When AWS experienced its third outage in just one month (December 2021), it brought down major apps and services across the internet. Slack, Google, Venmo, McDonalds, DoorDash, and Spotify were just some of the companies affected and it’s fair to say it had a far-reaching impact across the internet.
According to AWS – the world’s largest public cloud provider – the issue was caused by a power outage at a data centre in Northern Virginia, which went on to trigger roughly three hours’ worth of severe connectivity issues for some of the world’s biggest brands.
If a similar issue happened at a major bank or financial services (FS) institution, it could cause catastrophic economic damage and unprecedented market turmoil.
Despite cyber-attacks increasing in sophistication, a more common cause of system outages are user errors. This is typically compounded by the way technology environments are composed of a complex stack of often outdated and fragile systems. So, what’s keeping this all together in the FS sector?
Enter digital operational resilience
The Financial Conduct Authority (FCA) is aiming to improve digital resilience in the UK over the next three years. Last year, it published guidance on digital operational resilience for banks and FS firms, and, according to its 2022-25 strategy, will also look to include critical vendors in the future. In parallel, the EU is progressing its Digital Operation Resilience Act (DORA) regulation through the final stages.
These strict new rules mean that banks, credit card providers, insurers and other financial institutions will have to identify any vulnerabilities in their operational resilience and take proactive steps to address them. This includes ensuring their services are available to customers in the event of disruption and that any outage is reported within two hours of occurring.
To comply with the FCA’s guidance, as of the end of March 2022, firms must have identified their important business services and set impact tolerances for the maximum tolerable disruption to these areas. This entails carrying out sophisticated mapping and testing, as well as identifying any vulnerabilities in their operational resilience. Crucially, between now and March 2025, FS firms must work to remain within those tolerances. After that, any firm that fails to comply will potentially face hefty penalties and fines.
Creating a fit-for-purpose cloud strategy
Unsurprisingly, the move has huge implications for FS firms of all shapes and sizes, as they must have a back-up plan ready to activate should any part of their complex technology estate suffer an outage – whether it runs on an on-prem server, a virtual machine or public cloud.
With DORA and the FCA’s guidance pushing FS organisations to consider the risks of reliance on a single third-party cloud provider, many businesses are choosing specific clouds for specific workloads. This is also reflected outside the FS sector, with Flexera’s State of the Cloud 2022 report stating that nearly nine in 10 organisations (89%) are pursuing a multi-cloud strategy.
However, pursuing a multi-cloud strategy to switch business critical applications between public clouds (what’s known as interoperability) can be expensive and challenging; cloud applications will be built using provider-specific tools and services meaning failover between clouds is technically quite hard.

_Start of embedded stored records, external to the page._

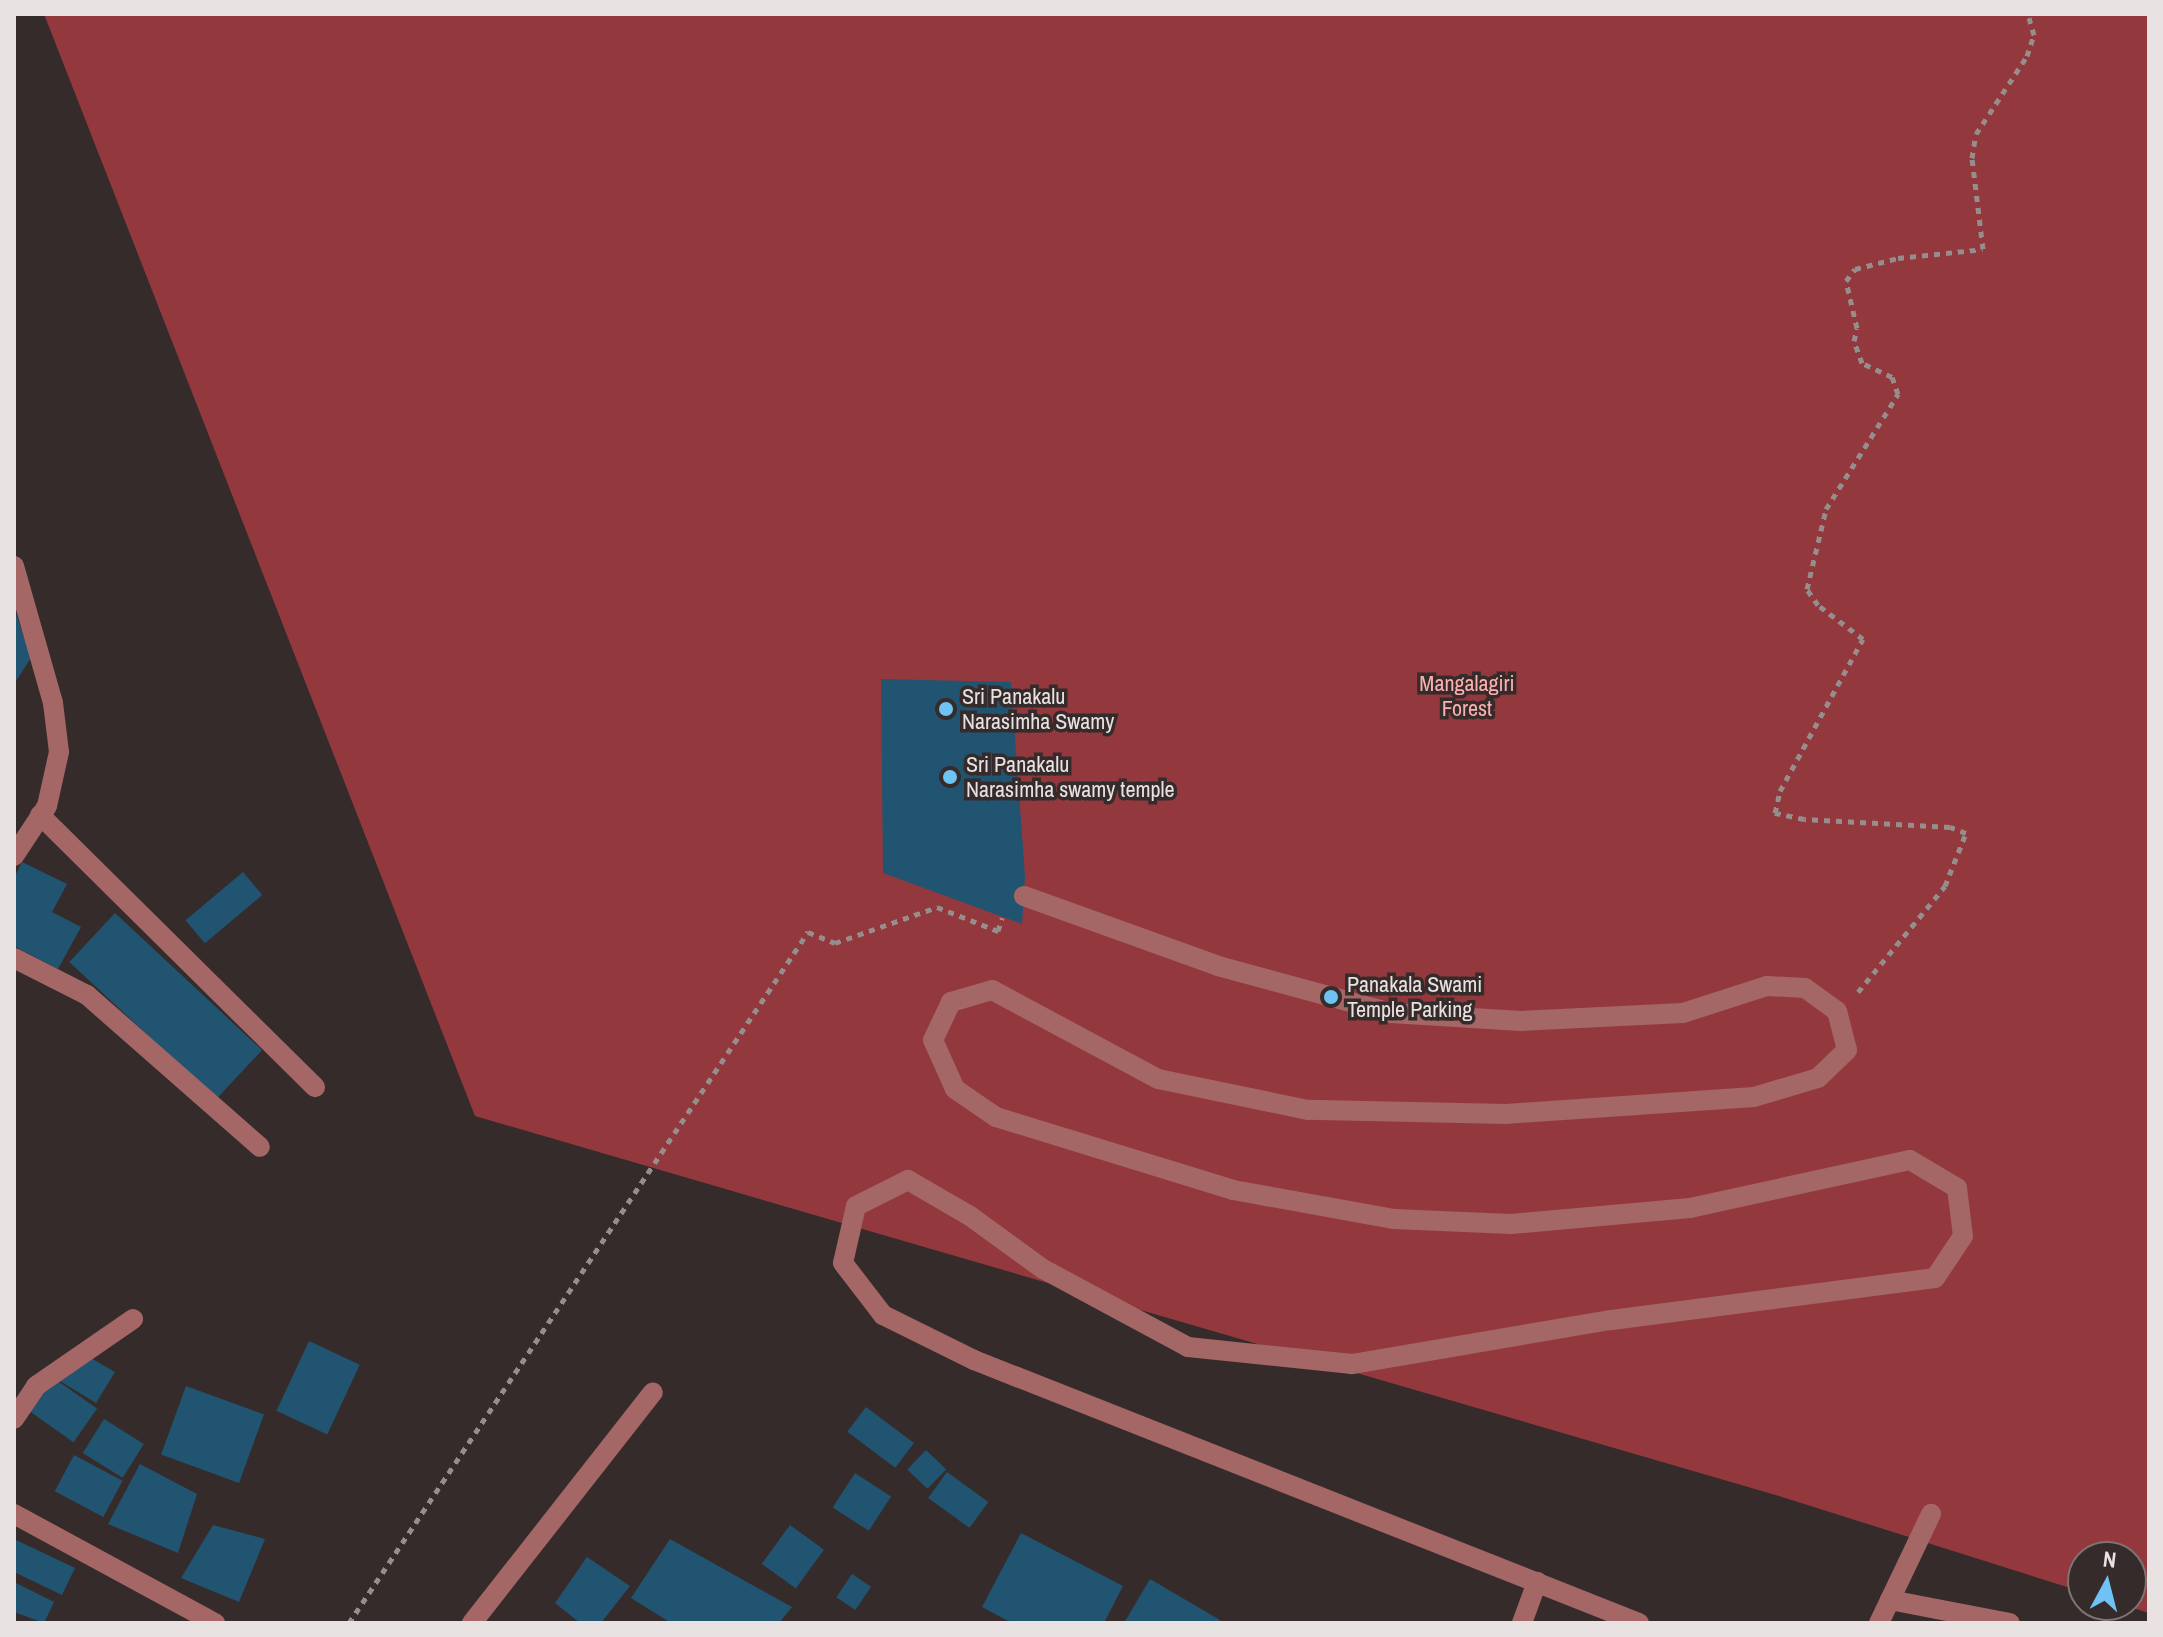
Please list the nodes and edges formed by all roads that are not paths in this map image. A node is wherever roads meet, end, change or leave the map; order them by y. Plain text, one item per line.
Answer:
1 (14, 566) edge
2 (40, 815) junction
3 (14, 856) edge
4 (1024, 896) dead end
5 (14, 958) edge
6 (315, 1087) dead end
7 (260, 1147) dead end
8 (133, 1319) dead end
9 (653, 1392) dead end
10 (14, 1419) edge
11 (14, 1514) edge
12 (1931, 1514) dead end
13 (1537, 1582) junction
14 (1890, 1600) junction
15 (215, 1623) edge
16 (472, 1623) edge
17 (1522, 1623) edge
18 (1639, 1623) edge
19 (1879, 1623) edge
20 (2010, 1623) edge

1 - 2 street
2 - 3 street
2 - 6 street
4 - 13 street
5 - 7 street
8 - 10 street
9 - 16 street
11 - 15 street
12 - 14 street
13 - 17 street
13 - 18 street
14 - 19 street
14 - 20 street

In addition, according to Advance, two thirds of large enterprises are still running mainframe apps dating back well over a decade – and in the FS sector, some systems and applications were built more than 30 years ago. This means that cloud adoption and estate modernisation are creating increasingly complex, large scale hybrid IT environments for banks and FS firms. Because of the risks associated with moving these often old, business critical applications to the cloud, the hybrid estate will be the norm for a long time, despite the growth in the cloud.
Accelerated orchestration key to compliance
The continuous resilience regulators are aiming for can only be delivered with orchestration, a combination of intelligent infrastructure automation and panoramic visibility that provides the control, governance and visibility needed to ensure every part of a disparate technology environment functions in harmony with the other. With the new regulations, it’s not enough just to be resilient – you have to demonstrate how you’re attaining resilience.
This can only be achieved by tools that can operate across both on and off-premises, managing your hybrid estate and enabling the (hyper)automation of workloads ‘at the right time, using the right technology, in the right location, for the right price’.
Gartner last year announced a new product category that meets this need: the Digital Platform Conductor (DPC) tool. DPCs go beyond solving the resilience problem; they are a solution to the complexity crisis many large organisations are facing. DPCs enable business and IT leaders to strategically manage the full spectrum of their hybrid estate, irrespective of the environment or location. They can be deployed across a series of verticals, including banking and finance, and are a crucial tool for building resilience, as well as dealing with automation at scale and bringing the public cloud-like benefits of such automation to the entirety of the IT estate.
It’s clear the sector is at the start of a long journey towards compliance. Three years may sound like a long time, but when you consider the complex legacy environments teams need to grapple with, March 2025 will be here before many of us know it. Now’s the time to start getting serious about compliance and creating a business strategy to achieve continuous resilience and competitive advantage at the same time.